[[ Task inputs, beginning ]]
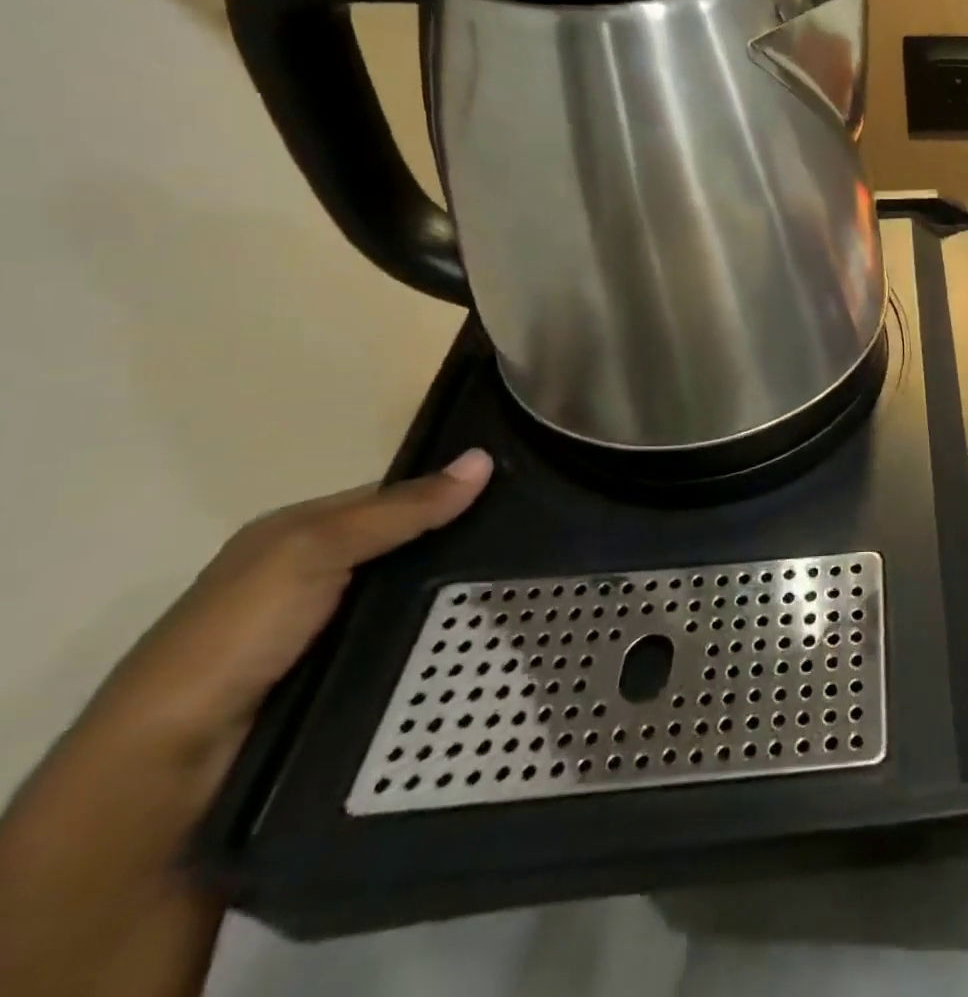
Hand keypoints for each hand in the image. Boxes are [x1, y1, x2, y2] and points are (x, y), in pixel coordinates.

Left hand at [87, 449, 492, 771]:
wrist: (164, 774)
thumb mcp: (313, 551)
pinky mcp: (343, 679)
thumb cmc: (234, 639)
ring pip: (414, 598)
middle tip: (537, 539)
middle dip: (463, 545)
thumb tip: (483, 459)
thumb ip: (398, 510)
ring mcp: (328, 633)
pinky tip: (487, 636)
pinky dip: (443, 638)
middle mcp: (311, 578)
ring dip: (458, 596)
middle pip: (407, 548)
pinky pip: (409, 643)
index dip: (449, 490)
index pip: (392, 498)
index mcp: (294, 536)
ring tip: (528, 586)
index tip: (518, 489)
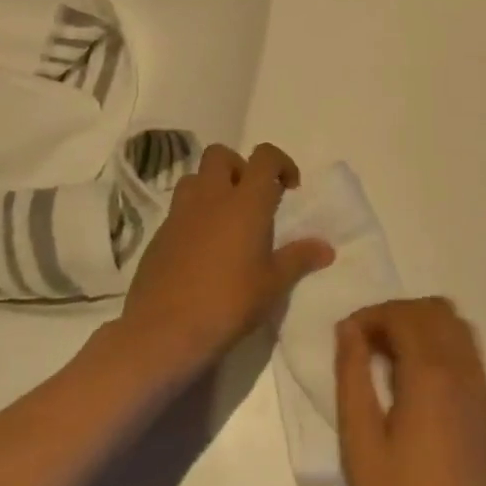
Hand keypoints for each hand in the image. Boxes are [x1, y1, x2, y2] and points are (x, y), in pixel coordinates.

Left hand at [120, 142, 332, 380]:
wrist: (164, 330)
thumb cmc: (228, 302)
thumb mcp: (273, 284)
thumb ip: (299, 259)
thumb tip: (326, 247)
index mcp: (246, 202)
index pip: (264, 157)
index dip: (280, 163)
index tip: (290, 188)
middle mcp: (211, 196)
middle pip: (221, 155)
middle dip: (239, 167)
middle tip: (252, 199)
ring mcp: (180, 213)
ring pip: (195, 178)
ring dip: (212, 187)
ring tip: (225, 219)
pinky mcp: (159, 234)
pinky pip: (179, 209)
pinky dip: (193, 215)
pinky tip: (202, 248)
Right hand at [335, 298, 485, 485]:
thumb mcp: (361, 443)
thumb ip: (353, 376)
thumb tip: (349, 330)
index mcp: (431, 371)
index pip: (402, 313)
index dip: (371, 315)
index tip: (346, 338)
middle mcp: (463, 368)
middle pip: (433, 310)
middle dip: (396, 315)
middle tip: (366, 346)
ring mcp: (482, 388)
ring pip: (456, 326)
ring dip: (422, 326)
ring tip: (390, 360)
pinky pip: (468, 352)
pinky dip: (442, 345)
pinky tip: (418, 383)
[[ Task inputs, end ]]
Please give back exactly the lines of the listing above that run from the one containing "pinky dip: (193, 215)" through the one containing "pinky pip: (468, 352)", and only those.

pinky dip: (193, 215)
pinky tip: (202, 248)
Right hand at [335, 298, 485, 485]:
thumb mcp: (361, 443)
thumb ip: (353, 376)
thumb tip: (349, 330)
index mcp: (431, 371)
index pip: (402, 313)
index dip: (371, 315)
index tip: (346, 338)
middle mcp: (463, 368)
middle pip: (433, 310)
middle dip: (396, 315)
middle tip: (366, 346)
ring mcp: (482, 388)
ring pip: (456, 326)
ring dip: (422, 326)
ring tip: (390, 360)
pinky pip: (468, 352)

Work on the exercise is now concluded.